WHAT IS EXPECTED: Every record must be copied exactly, from first line to last.

RECORDS TO PROCESS:
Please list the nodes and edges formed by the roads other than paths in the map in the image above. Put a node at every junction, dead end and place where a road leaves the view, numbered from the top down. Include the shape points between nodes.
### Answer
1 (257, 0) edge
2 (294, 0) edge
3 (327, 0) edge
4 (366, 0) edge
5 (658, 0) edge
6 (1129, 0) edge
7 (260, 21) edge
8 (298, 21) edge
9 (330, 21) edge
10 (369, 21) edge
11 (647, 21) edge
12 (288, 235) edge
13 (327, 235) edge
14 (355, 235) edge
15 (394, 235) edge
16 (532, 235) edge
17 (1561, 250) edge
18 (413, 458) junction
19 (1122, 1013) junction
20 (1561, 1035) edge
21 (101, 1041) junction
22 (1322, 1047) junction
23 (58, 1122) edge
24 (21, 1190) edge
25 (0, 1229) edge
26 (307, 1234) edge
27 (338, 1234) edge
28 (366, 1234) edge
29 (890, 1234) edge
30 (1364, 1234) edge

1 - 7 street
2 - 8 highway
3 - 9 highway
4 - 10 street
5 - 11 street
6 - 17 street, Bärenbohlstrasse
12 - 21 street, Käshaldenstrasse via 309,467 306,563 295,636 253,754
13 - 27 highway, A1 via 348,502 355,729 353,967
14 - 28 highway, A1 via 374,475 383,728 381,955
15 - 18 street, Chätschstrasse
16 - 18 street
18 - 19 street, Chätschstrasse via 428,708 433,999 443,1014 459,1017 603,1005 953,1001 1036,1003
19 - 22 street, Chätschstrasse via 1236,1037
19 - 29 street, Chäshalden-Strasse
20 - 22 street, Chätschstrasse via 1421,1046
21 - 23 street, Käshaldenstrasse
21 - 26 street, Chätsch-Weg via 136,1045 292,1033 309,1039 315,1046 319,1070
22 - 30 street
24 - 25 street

EXERCISE ANSWER:
Please list the nodes and edges formed by the roads other than paths in the map in the image above. Put a node at every junction, dead end and place where a road leaves the view, numbered from the top down. Include the shape points between nodes.
### Answer
1 (257, 0) edge
2 (294, 0) edge
3 (327, 0) edge
4 (366, 0) edge
5 (658, 0) edge
6 (1129, 0) edge
7 (260, 21) edge
8 (298, 21) edge
9 (330, 21) edge
10 (369, 21) edge
11 (647, 21) edge
12 (288, 235) edge
13 (327, 235) edge
14 (355, 235) edge
15 (394, 235) edge
16 (532, 235) edge
17 (1561, 250) edge
18 (413, 458) junction
19 (1122, 1013) junction
20 (1561, 1035) edge
21 (101, 1041) junction
22 (1322, 1047) junction
23 (58, 1122) edge
24 (21, 1190) edge
25 (0, 1229) edge
26 (307, 1234) edge
27 (338, 1234) edge
28 (366, 1234) edge
29 (890, 1234) edge
30 (1364, 1234) edge

1 - 7 street
2 - 8 highway
3 - 9 highway
4 - 10 street
5 - 11 street
6 - 17 street, Bärenbohlstrasse
12 - 21 street, Käshaldenstrasse via 309,467 306,563 295,636 253,754
13 - 27 highway, A1 via 348,502 355,729 353,967
14 - 28 highway, A1 via 374,475 383,728 381,955
15 - 18 street, Chätschstrasse
16 - 18 street
18 - 19 street, Chätschstrasse via 428,708 433,999 443,1014 459,1017 603,1005 953,1001 1036,1003
19 - 22 street, Chätschstrasse via 1236,1037
19 - 29 street, Chäshalden-Strasse
20 - 22 street, Chätschstrasse via 1421,1046
21 - 23 street, Käshaldenstrasse
21 - 26 street, Chätsch-Weg via 136,1045 292,1033 309,1039 315,1046 319,1070
22 - 30 street
24 - 25 street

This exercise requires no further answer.